The problem: Retype the full set of records. Keep every character identical.

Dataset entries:
*** Block opens ***

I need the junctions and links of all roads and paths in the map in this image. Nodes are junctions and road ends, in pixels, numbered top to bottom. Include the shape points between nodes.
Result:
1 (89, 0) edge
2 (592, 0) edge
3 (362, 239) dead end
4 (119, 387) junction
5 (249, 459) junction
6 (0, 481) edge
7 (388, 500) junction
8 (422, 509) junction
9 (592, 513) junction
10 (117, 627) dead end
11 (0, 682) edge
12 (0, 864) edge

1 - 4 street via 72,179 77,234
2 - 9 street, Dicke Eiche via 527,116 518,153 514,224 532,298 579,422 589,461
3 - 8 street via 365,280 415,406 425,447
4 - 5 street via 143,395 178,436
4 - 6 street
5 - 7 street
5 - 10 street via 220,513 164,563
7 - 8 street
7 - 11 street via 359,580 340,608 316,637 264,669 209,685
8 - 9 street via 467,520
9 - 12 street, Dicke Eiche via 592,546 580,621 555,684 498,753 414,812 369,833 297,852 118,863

*** Block closes ***

Answer to this task:
I need the junctions and links of all roads and paths in the map in this image. Nodes are junctions and road ends, in pixels, numbered top to bottom. Include the shape points between nodes.
Result:
1 (89, 0) edge
2 (592, 0) edge
3 (362, 239) dead end
4 (119, 387) junction
5 (249, 459) junction
6 (0, 481) edge
7 (388, 500) junction
8 (422, 509) junction
9 (592, 513) junction
10 (117, 627) dead end
11 (0, 682) edge
12 (0, 864) edge

1 - 4 street via 72,179 77,234
2 - 9 street, Dicke Eiche via 527,116 518,153 514,224 532,298 579,422 589,461
3 - 8 street via 365,280 415,406 425,447
4 - 5 street via 143,395 178,436
4 - 6 street
5 - 7 street
5 - 10 street via 220,513 164,563
7 - 8 street
7 - 11 street via 359,580 340,608 316,637 264,669 209,685
8 - 9 street via 467,520
9 - 12 street, Dicke Eiche via 592,546 580,621 555,684 498,753 414,812 369,833 297,852 118,863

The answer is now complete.